@b4n commented on this pull request.
> + if (source_file->lang == TM_PARSER_C || source_file->lang ==
> TM_PARSER_CPP)
+ {
+ const gchar **ext;
+ const gchar *common_src_exts[] =
+ {".c", ".C", ".cc", ".cp", ".cpp", ".cxx", ".c++",
".CPP", ".CXX", NULL};
+
+ for (ext = common_src_exts; *ext; ext++)
+ {
+ if (g_str_has_suffix(source_file->short_name, *ext))
+ {
+ source_file->is_c_source = TRUE;
+ break;
+ }
+ }
+ }
+
> Yes, we could do that - makes probably more sense as the `is_source` flag is
> valid for all languages and not specific to C/C++.
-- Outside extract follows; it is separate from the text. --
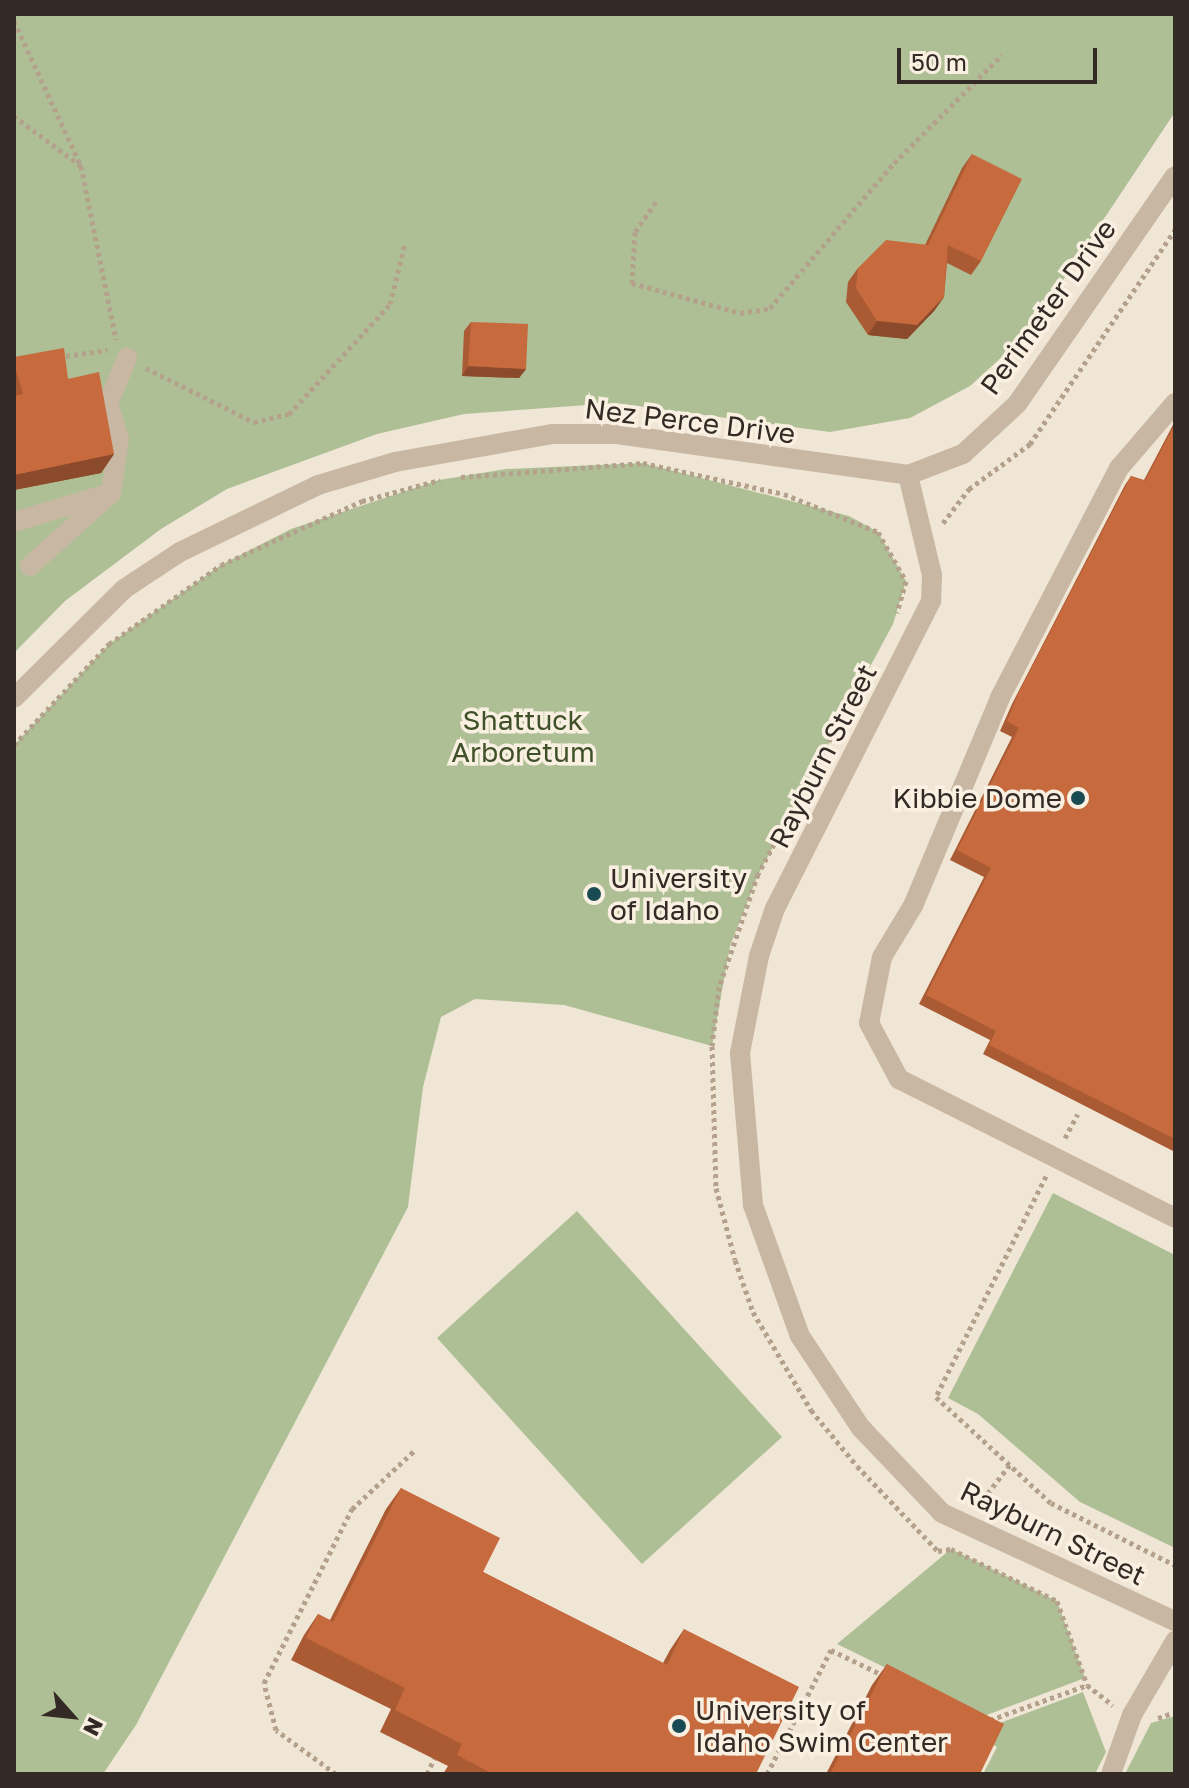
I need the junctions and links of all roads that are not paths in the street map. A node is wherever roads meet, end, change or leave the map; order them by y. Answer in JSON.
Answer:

Yeah, the main reason I suggest this would be to make the `init_tag()` check
simply `tag->local = tag_entry->isFileScope && file->is_source` rather than
having language-specific tests there as well.
> Does this code offer any benefit compared to what I wrote? I personally find
> my code a bit easier to read as you avoid the extra branch where `.` is not
> found
Merely premature optimization (comparison only compares useful things, and
traverse the basename only once), so no, it doesn't really matter.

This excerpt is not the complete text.